Thank you Nicolas, if you seee the pbs_mom process caught signal 15 (SIGTERM)
I am not sure what caused it to gracefully shutdown.

Next step is to run strace on the pbs_mom and then submit a job and check

  1. boot up the node
  2. trace -p -tt -o /path/to/shared/folder/pbs_mom_strace.txt -ff -s 4096
  3. submit a job
  4. now the strace might give us some hints

06/28/2024 12:16:14;0002;pbs_mom;Svr;pbs_mom;caught signal 15
06/28/2024 12:16:14;0008;pbs_mom;Job;6040.cluster;kill_job
06/28/2024 12:16:14;0d80;pbs_mom;TPP;pbs_mom(Main Thread);Shutting down TPP transport Layer
06/28/2024 12:16:14;0d80;pbs_mom;TPP;pbs_mom(Thread 0);Thrd exiting, had 1 connections
06/28/2024 12:16:14;0002;pbs_mom;Svr;pbs_mom;Is down
06/28/2024 12:16:14;0002;pbs_mom;Svr;Log;Log closed

Hi Ardash!

Thank you for your response. Apologies, the signal 15 (SIGTERM) was sent because I purposely rebooted the node to check if the logs would continue writing to the same file, using the mom_logs as a symbolic link to the shared directory.

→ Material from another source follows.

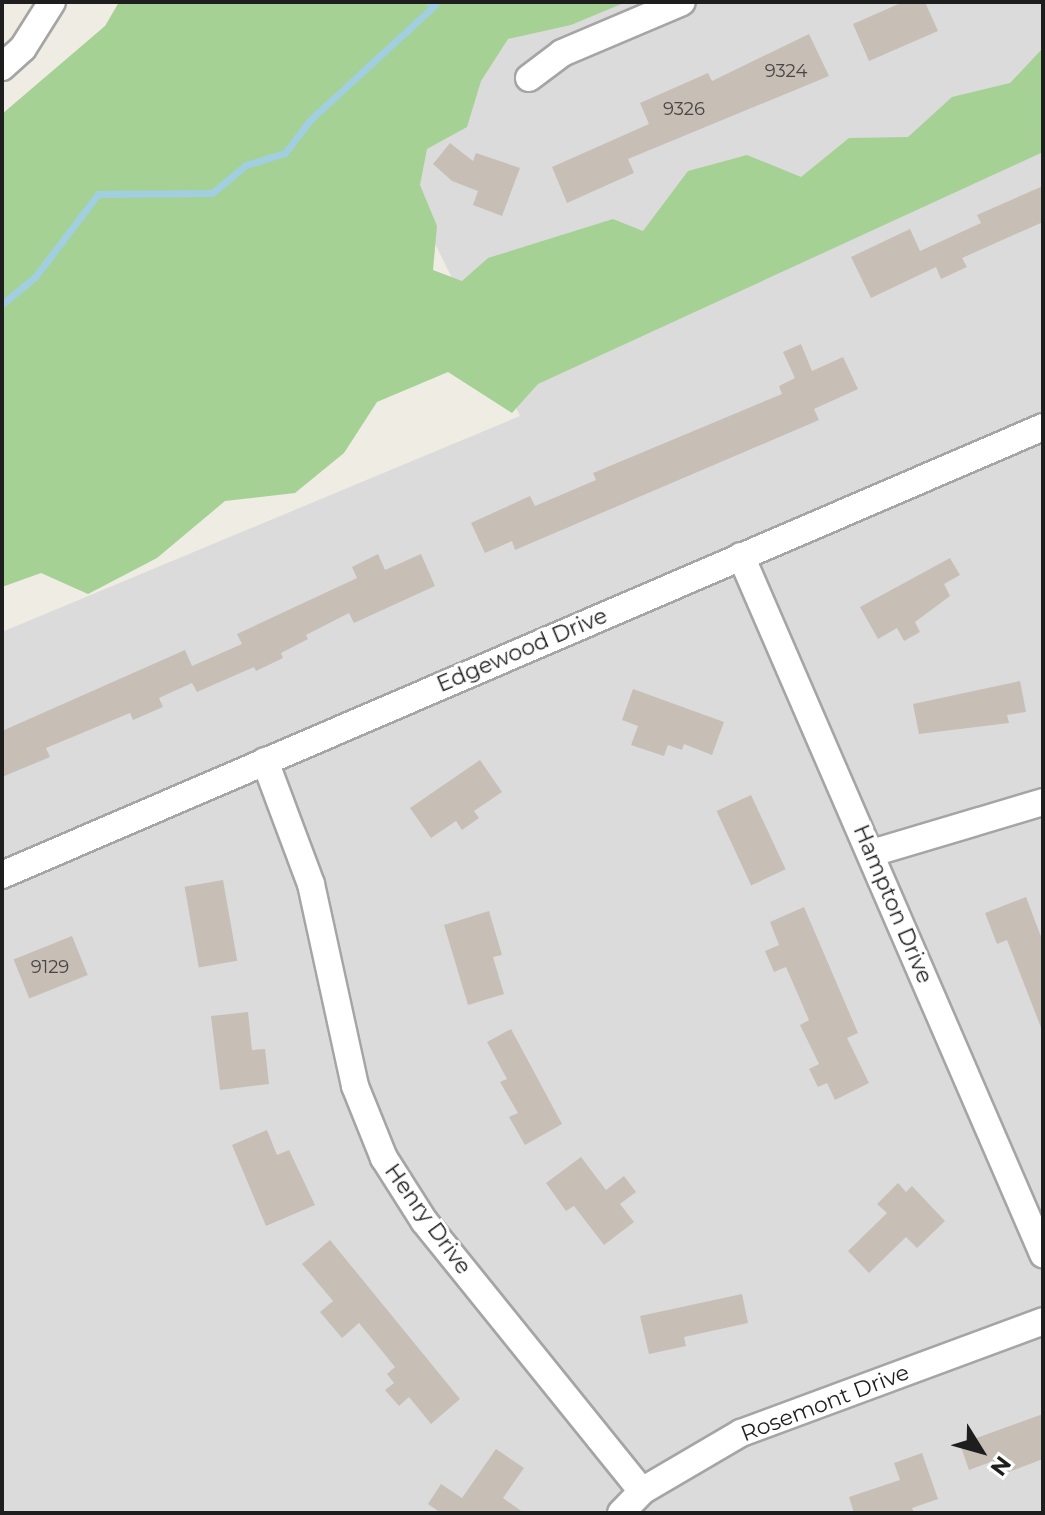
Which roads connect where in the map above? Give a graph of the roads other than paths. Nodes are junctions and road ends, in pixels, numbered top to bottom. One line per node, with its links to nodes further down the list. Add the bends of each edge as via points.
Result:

In a new test, the job completes successfully without any interruptions, such as a shutdown.

Thank you,
Nícolas

1 Like

Hi Ardash!

Is it possible that this issue occurs because every time the system is rebooted, the entire /var/spool/pbs directory from before the reboot is lost? This includes losing the spool and mom_priv directories, which contain information about the jobs that were running.

Would a stateful image or mounting /var/spool/pbs on a local disk perhaps solve the issue?

Thank you!
Nícolas

Having , the /var/spool/pbs persistent would be helpful., also using the below variable in the /etc/pbs.conf for the pbs on the compute node might help to point the location with respect to each of the compute nodes.

PBS_MOM_HOME=/var/spool/pbs_cnode1

Ref: AG-40, PBS Professional 2022.1 Administrator’s Guide
If PBS_MOM_HOME is present in the pbs.conf file, pbs_mom will use that directory for its “home” instead of PBS_HOME.

Hi Ardash!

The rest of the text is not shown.